[[ DATA TO USE, beginning ]]

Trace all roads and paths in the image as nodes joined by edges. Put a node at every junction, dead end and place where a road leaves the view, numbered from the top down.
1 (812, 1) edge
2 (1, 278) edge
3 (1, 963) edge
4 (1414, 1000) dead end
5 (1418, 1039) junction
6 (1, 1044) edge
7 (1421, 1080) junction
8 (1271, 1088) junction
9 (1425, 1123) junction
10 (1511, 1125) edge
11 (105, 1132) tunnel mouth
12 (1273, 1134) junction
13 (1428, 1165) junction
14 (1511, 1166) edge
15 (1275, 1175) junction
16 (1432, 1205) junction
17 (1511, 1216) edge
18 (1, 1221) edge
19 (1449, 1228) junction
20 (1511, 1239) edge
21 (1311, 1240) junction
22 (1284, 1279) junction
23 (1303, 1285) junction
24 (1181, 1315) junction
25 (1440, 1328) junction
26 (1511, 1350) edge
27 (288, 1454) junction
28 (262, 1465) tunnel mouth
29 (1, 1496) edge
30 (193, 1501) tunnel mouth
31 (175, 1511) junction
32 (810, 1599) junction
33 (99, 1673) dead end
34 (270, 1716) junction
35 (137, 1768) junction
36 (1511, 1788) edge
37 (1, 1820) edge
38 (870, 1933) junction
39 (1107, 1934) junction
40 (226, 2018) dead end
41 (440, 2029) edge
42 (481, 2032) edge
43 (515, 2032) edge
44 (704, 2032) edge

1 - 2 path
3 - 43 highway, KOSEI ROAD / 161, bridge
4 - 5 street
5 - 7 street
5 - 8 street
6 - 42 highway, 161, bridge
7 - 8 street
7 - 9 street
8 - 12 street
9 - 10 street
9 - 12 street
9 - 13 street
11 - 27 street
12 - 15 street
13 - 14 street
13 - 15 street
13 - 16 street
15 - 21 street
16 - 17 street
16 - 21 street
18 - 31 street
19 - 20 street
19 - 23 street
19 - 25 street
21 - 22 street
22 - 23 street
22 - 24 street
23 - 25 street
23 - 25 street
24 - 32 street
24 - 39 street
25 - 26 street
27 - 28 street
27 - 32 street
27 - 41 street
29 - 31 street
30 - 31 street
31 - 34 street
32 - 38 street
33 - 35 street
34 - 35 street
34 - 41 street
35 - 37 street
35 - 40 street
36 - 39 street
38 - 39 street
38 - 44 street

[[ DATA TO USE, end ]]

WHAT IS NEEDED |
All records are to be retyped precisely.

WRITTEN RESPONSE |
Trace all roads and paths in the image as nodes joined by edges. Put a node at every junction, dead end and place where a road leaves the view, numbered from the top down.
1 (812, 1) edge
2 (1, 278) edge
3 (1, 963) edge
4 (1414, 1000) dead end
5 (1418, 1039) junction
6 (1, 1044) edge
7 (1421, 1080) junction
8 (1271, 1088) junction
9 (1425, 1123) junction
10 (1511, 1125) edge
11 (105, 1132) tunnel mouth
12 (1273, 1134) junction
13 (1428, 1165) junction
14 (1511, 1166) edge
15 (1275, 1175) junction
16 (1432, 1205) junction
17 (1511, 1216) edge
18 (1, 1221) edge
19 (1449, 1228) junction
20 (1511, 1239) edge
21 (1311, 1240) junction
22 (1284, 1279) junction
23 (1303, 1285) junction
24 (1181, 1315) junction
25 (1440, 1328) junction
26 (1511, 1350) edge
27 (288, 1454) junction
28 (262, 1465) tunnel mouth
29 (1, 1496) edge
30 (193, 1501) tunnel mouth
31 (175, 1511) junction
32 (810, 1599) junction
33 (99, 1673) dead end
34 (270, 1716) junction
35 (137, 1768) junction
36 (1511, 1788) edge
37 (1, 1820) edge
38 (870, 1933) junction
39 (1107, 1934) junction
40 (226, 2018) dead end
41 (440, 2029) edge
42 (481, 2032) edge
43 (515, 2032) edge
44 (704, 2032) edge

1 - 2 path
3 - 43 highway, KOSEI ROAD / 161, bridge
4 - 5 street
5 - 7 street
5 - 8 street
6 - 42 highway, 161, bridge
7 - 8 street
7 - 9 street
8 - 12 street
9 - 10 street
9 - 12 street
9 - 13 street
11 - 27 street
12 - 15 street
13 - 14 street
13 - 15 street
13 - 16 street
15 - 21 street
16 - 17 street
16 - 21 street
18 - 31 street
19 - 20 street
19 - 23 street
19 - 25 street
21 - 22 street
22 - 23 street
22 - 24 street
23 - 25 street
23 - 25 street
24 - 32 street
24 - 39 street
25 - 26 street
27 - 28 street
27 - 32 street
27 - 41 street
29 - 31 street
30 - 31 street
31 - 34 street
32 - 38 street
33 - 35 street
34 - 35 street
34 - 41 street
35 - 37 street
35 - 40 street
36 - 39 street
38 - 39 street
38 - 44 street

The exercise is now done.